The revolving yellow and green installation has been erected on the hills behind the Royal Mint in Llantrisant, South Wales.
The UK’s coin manufacturer says the turbine will generate up to 850kW of electricity to help power its 38-acre site and cut down on fuel consumption.
The 214ft high fixture will be officially unveiled on Wednesday afternoon and will help power the Royal Mint’s factory and visitor attraction.
Pictures of the towering “daffodil”, which is the national flower of Wales, were widely shared on social media by bemused onlookers when it was erected last month.
It has been fully refurbished and painted to give its flower-like appearance after previously being used on a wind farm in the Netherlands.

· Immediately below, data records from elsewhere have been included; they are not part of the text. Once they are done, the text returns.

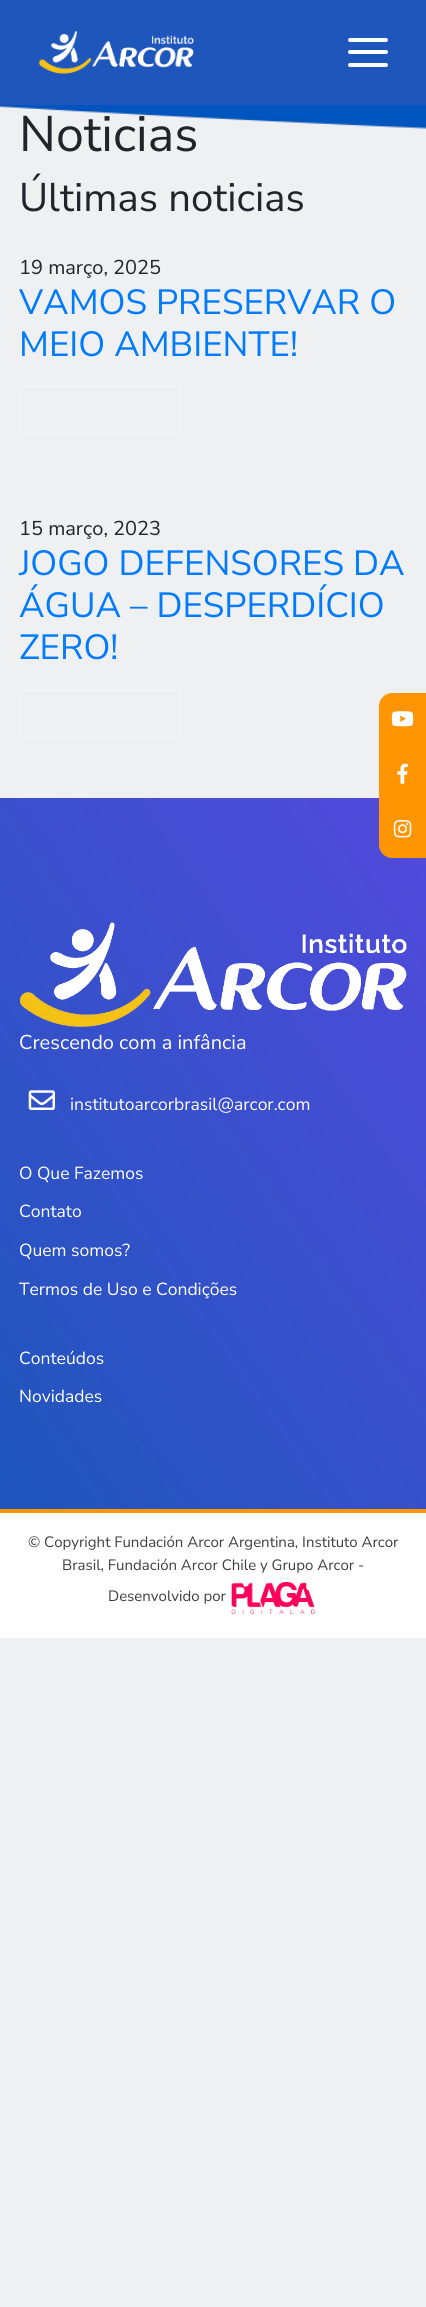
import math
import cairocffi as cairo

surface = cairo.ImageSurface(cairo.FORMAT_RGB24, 426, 2307)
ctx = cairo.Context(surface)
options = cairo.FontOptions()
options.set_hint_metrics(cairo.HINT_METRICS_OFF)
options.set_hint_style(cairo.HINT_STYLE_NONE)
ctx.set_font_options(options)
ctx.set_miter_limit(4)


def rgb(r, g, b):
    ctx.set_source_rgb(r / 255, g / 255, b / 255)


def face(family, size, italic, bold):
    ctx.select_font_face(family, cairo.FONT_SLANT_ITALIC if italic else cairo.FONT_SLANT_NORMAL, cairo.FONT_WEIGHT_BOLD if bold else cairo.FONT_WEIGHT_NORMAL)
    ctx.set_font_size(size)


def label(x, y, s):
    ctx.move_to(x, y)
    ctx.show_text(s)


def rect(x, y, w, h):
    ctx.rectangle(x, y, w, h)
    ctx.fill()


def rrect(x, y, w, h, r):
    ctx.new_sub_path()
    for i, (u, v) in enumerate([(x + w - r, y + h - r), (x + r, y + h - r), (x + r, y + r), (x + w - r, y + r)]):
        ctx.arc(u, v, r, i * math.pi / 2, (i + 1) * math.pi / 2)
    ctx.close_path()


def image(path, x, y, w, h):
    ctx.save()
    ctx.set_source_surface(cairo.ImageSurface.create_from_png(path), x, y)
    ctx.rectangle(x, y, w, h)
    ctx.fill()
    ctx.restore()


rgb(239, 240, 241)
ctx.paint()
rgb(30, 86, 188)
rect(0, 0, 426, 105)
image('image0.png', 38, 31, 156, 43)
rgb(255, 255, 255)
rrect(348, 38, 40, 4, 2)
ctx.fill()
rrect(348, 50, 40, 4, 2)
ctx.fill()
rrect(348, 63, 40, 4, 2)
ctx.fill()
image('image1.png', 0, 105, 426, 24)
face('Nunito Sans', 50, 0, 0)
rgb(33, 37, 41)
label(19, 151, 'Noticias')
face('Nunito Sans', 40, 0, 0)
label(19, 211, 'Últimas noticias')
face('Nunito Sans', 20, 0, 0)
label(19, 274, '19 março, 2025')
face('Nunito Sans', 35, 0, 0)
rgb(0, 123, 255)
label(19, 314, 'VAMOS PRESERVAR O')
label(19, 356, 'MEIO AMBIENTE!')
rrect(19.5, 386.5, 161, 47, 4.5)
rgb(248, 249, 250)
ctx.set_line_width(1)
ctx.stroke()
face('Nunito Sans', 20, 0, 0)
rgb(33, 37, 41)
label(19, 535, '15 março, 2023')
face('Nunito Sans', 35, 0, 0)
rgb(0, 123, 255)
label(19, 575, 'JOGO DEFENSORES DA')
label(19, 617, 'ÁGUA – DESPERDÍCIO')
label(19, 659, 'ZERO!')
rrect(19.5, 690.5, 161, 47, 4.5)
rgb(248, 249, 250)
ctx.stroke()
gradient = cairo.LinearGradient(-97, 1370, 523, 936)
gradient.add_color_stop_rgba(0, 0.118, 0.337, 0.737, 1)
gradient.add_color_stop_rgba(1, 0.325, 0.29, 0.863, 1)
ctx.set_source(gradient)
rect(0, 798, 426, 711)
rgb(255, 149, 2)
ctx.new_path()
ctx.move_to(392, 693)
ctx.line_to(426, 693)
ctx.line_to(426, 858)
ctx.line_to(392, 858)
ctx.curve_to(385, 858, 379, 852, 379, 845)
ctx.line_to(379, 706)
ctx.curve_to(379, 699, 385, 693, 392, 693)
ctx.close_path()
ctx.fill()
image('image2.png', 391, 711, 23, 16)
image('image3.png', 397, 763, 11, 21)
image('image4.png', 393, 820, 19, 18)
image('image5.png', 20, 922, 387, 105)
face('Nunito Sans', 20, 0, 0)
rgb(255, 255, 255)
label(19, 1049, 'Crescendo com a infância')
image('image6.png', 28, 1090, 27, 20)
face('Nunito Sans', 17.5, 0, 0)
label(70, 1110, 'institutoarcorbrasil@arcor.com')
label(19, 1179, 'O Que Fazemos')
label(19, 1217, 'Contato')
label(19, 1256, 'Quem somos?')
label(19, 1295, 'Termos de Uso e Condições')
label(19, 1364, 'Conteúdos')
label(19, 1402, 'Novidades')
rect(0, 1513, 426, 125)
rgb(255, 149, 2)
rect(0, 1509, 426, 4)
face('Nunito Sans', 15, 0, 0)
rgb(63, 63, 63)
label(28, 1547, '© Copyright Fundación Arcor Argentina, Instituto Arcor')
label(62, 1570, 'Brasil, Fundación Arcor Chile y Grupo Arcor -')
label(108, 1601, 'Desenvolvido por')
image('image7.png', 231, 1582, 84, 32)
surface.write_to_png('render.png')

Royal Mint chief executive Anne Jessopp said: “The hilly nature of our location gave us the perfect opportunity to install a wind turbine behind the Royal Mint site to help with our energy consumption and enhance our use of natural power.
“I think that it is particularly apt that our daffodil-coloured turbine originally saw service in Holland – the land of flower bulbs.”
Andrew Crossman, of wind and solar energy project developer Infinite Renewables, said: “As renewable energy developers with a wealth of expertise in wind and solar schemes across the UK, the Royal Mint’s ‘daffodil’ wind turbine is certainly one of the more unusual projects we have worked on.
“We are proud of the part we played in creating what is not only a source of low-cost green electricity, but also an iconic landmark for visitors to the Royal Mint Experience and the surrounding region.”